## Supplied data

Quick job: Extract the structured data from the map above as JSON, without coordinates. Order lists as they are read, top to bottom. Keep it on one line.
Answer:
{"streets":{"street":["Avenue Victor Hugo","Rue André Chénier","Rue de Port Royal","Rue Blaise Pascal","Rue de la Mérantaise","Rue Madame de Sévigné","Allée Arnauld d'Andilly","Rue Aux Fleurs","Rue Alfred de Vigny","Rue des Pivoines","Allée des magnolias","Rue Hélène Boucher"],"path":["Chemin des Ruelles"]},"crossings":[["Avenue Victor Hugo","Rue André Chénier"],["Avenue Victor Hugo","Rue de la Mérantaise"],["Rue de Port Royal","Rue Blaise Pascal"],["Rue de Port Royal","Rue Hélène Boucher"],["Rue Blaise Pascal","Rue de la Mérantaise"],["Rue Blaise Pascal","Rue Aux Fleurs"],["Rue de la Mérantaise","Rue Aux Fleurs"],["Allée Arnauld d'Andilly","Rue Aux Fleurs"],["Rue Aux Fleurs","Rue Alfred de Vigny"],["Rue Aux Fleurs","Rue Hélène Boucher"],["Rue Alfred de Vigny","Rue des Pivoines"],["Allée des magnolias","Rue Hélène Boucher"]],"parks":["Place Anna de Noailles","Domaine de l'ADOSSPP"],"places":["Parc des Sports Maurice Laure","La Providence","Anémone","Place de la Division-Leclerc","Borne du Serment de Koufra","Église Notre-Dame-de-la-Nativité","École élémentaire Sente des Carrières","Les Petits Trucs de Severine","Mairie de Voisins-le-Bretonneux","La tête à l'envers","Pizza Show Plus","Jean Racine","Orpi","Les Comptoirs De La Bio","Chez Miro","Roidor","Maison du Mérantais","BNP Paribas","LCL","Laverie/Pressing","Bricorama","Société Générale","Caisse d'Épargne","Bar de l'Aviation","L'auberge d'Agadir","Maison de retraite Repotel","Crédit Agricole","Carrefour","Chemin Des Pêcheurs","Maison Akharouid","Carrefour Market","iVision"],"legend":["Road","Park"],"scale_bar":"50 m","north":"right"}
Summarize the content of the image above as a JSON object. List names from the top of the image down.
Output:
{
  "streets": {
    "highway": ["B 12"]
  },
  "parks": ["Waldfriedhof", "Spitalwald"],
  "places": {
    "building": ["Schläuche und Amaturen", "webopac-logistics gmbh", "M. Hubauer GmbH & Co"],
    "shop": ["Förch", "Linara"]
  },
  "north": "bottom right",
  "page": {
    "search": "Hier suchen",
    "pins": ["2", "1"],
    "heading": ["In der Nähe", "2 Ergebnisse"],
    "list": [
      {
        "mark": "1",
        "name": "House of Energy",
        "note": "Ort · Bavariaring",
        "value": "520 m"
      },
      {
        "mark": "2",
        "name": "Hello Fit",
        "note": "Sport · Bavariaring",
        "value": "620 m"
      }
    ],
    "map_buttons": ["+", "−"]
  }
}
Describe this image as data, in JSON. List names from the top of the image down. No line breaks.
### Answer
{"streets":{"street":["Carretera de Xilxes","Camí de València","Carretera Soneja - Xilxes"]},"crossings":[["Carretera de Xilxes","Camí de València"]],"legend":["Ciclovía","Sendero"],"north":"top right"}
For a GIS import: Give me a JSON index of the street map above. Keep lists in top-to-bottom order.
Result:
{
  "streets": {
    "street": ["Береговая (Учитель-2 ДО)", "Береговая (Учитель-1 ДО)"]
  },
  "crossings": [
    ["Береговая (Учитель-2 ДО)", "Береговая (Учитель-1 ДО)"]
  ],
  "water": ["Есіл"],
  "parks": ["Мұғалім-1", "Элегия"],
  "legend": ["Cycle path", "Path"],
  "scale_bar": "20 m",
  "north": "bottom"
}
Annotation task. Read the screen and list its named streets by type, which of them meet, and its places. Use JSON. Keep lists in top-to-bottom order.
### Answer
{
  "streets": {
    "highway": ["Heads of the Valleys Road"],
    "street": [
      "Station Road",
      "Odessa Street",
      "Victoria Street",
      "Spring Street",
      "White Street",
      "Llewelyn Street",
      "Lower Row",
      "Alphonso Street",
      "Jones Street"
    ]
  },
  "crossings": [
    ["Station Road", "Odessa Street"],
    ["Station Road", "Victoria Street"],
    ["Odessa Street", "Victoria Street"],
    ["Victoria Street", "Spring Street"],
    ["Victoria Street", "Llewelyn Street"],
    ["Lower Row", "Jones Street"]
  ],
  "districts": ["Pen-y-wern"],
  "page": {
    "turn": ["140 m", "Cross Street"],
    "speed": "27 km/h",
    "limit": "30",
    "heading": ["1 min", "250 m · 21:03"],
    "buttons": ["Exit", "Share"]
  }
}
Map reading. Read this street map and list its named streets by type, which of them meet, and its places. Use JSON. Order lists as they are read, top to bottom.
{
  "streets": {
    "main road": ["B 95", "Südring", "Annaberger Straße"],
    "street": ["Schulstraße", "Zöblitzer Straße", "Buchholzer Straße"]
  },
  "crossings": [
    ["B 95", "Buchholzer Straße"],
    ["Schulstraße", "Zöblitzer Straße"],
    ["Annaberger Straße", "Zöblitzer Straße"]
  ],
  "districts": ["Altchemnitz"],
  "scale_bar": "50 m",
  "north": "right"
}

## About this exercise
Write out all the records above again, exactly as they stand.

## Task result
Quick job: Extract the structured data from the map above as JSON, without coordinates. Order lists as they are read, top to bottom. Keep it on one line.
Answer:
{"streets":{"street":["Avenue Victor Hugo","Rue André Chénier","Rue de Port Royal","Rue Blaise Pascal","Rue de la Mérantaise","Rue Madame de Sévigné","Allée Arnauld d'Andilly","Rue Aux Fleurs","Rue Alfred de Vigny","Rue des Pivoines","Allée des magnolias","Rue Hélène Boucher"],"path":["Chemin des Ruelles"]},"crossings":[["Avenue Victor Hugo","Rue André Chénier"],["Avenue Victor Hugo","Rue de la Mérantaise"],["Rue de Port Royal","Rue Blaise Pascal"],["Rue de Port Royal","Rue Hélène Boucher"],["Rue Blaise Pascal","Rue de la Mérantaise"],["Rue Blaise Pascal","Rue Aux Fleurs"],["Rue de la Mérantaise","Rue Aux Fleurs"],["Allée Arnauld d'Andilly","Rue Aux Fleurs"],["Rue Aux Fleurs","Rue Alfred de Vigny"],["Rue Aux Fleurs","Rue Hélène Boucher"],["Rue Alfred de Vigny","Rue des Pivoines"],["Allée des magnolias","Rue Hélène Boucher"]],"parks":["Place Anna de Noailles","Domaine de l'ADOSSPP"],"places":["Parc des Sports Maurice Laure","La Providence","Anémone","Place de la Division-Leclerc","Borne du Serment de Koufra","Église Notre-Dame-de-la-Nativité","École élémentaire Sente des Carrières","Les Petits Trucs de Severine","Mairie de Voisins-le-Bretonneux","La tête à l'envers","Pizza Show Plus","Jean Racine","Orpi","Les Comptoirs De La Bio","Chez Miro","Roidor","Maison du Mérantais","BNP Paribas","LCL","Laverie/Pressing","Bricorama","Société Générale","Caisse d'Épargne","Bar de l'Aviation","L'auberge d'Agadir","Maison de retraite Repotel","Crédit Agricole","Carrefour","Chemin Des Pêcheurs","Maison Akharouid","Carrefour Market","iVision"],"legend":["Road","Park"],"scale_bar":"50 m","north":"right"}
Summarize the content of the image above as a JSON object. List names from the top of the image down.
Output:
{
  "streets": {
    "highway": ["B 12"]
  },
  "parks": ["Waldfriedhof", "Spitalwald"],
  "places": {
    "building": ["Schläuche und Amaturen", "webopac-logistics gmbh", "M. Hubauer GmbH & Co"],
    "shop": ["Förch", "Linara"]
  },
  "north": "bottom right",
  "page": {
    "search": "Hier suchen",
    "pins": ["2", "1"],
    "heading": ["In der Nähe", "2 Ergebnisse"],
    "list": [
      {
        "mark": "1",
        "name": "House of Energy",
        "note": "Ort · Bavariaring",
        "value": "520 m"
      },
      {
        "mark": "2",
        "name": "Hello Fit",
        "note": "Sport · Bavariaring",
        "value": "620 m"
      }
    ],
    "map_buttons": ["+", "−"]
  }
}
Describe this image as data, in JSON. List names from the top of the image down. No line breaks.
### Answer
{"streets":{"street":["Carretera de Xilxes","Camí de València","Carretera Soneja - Xilxes"]},"crossings":[["Carretera de Xilxes","Camí de València"]],"legend":["Ciclovía","Sendero"],"north":"top right"}
For a GIS import: Give me a JSON index of the street map above. Keep lists in top-to-bottom order.
Result:
{
  "streets": {
    "street": ["Береговая (Учитель-2 ДО)", "Береговая (Учитель-1 ДО)"]
  },
  "crossings": [
    ["Береговая (Учитель-2 ДО)", "Береговая (Учитель-1 ДО)"]
  ],
  "water": ["Есіл"],
  "parks": ["Мұғалім-1", "Элегия"],
  "legend": ["Cycle path", "Path"],
  "scale_bar": "20 m",
  "north": "bottom"
}
Annotation task. Read the screen and list its named streets by type, which of them meet, and its places. Use JSON. Keep lists in top-to-bottom order.
### Answer
{
  "streets": {
    "highway": ["Heads of the Valleys Road"],
    "street": [
      "Station Road",
      "Odessa Street",
      "Victoria Street",
      "Spring Street",
      "White Street",
      "Llewelyn Street",
      "Lower Row",
      "Alphonso Street",
      "Jones Street"
    ]
  },
  "crossings": [
    ["Station Road", "Odessa Street"],
    ["Station Road", "Victoria Street"],
    ["Odessa Street", "Victoria Street"],
    ["Victoria Street", "Spring Street"],
    ["Victoria Street", "Llewelyn Street"],
    ["Lower Row", "Jones Street"]
  ],
  "districts": ["Pen-y-wern"],
  "page": {
    "turn": ["140 m", "Cross Street"],
    "speed": "27 km/h",
    "limit": "30",
    "heading": ["1 min", "250 m · 21:03"],
    "buttons": ["Exit", "Share"]
  }
}
Map reading. Read this street map and list its named streets by type, which of them meet, and its places. Use JSON. Order lists as they are read, top to bottom.
{
  "streets": {
    "main road": ["B 95", "Südring", "Annaberger Straße"],
    "street": ["Schulstraße", "Zöblitzer Straße", "Buchholzer Straße"]
  },
  "crossings": [
    ["B 95", "Buchholzer Straße"],
    ["Schulstraße", "Zöblitzer Straße"],
    ["Annaberger Straße", "Zöblitzer Straße"]
  ],
  "districts": ["Altchemnitz"],
  "scale_bar": "50 m",
  "north": "right"
}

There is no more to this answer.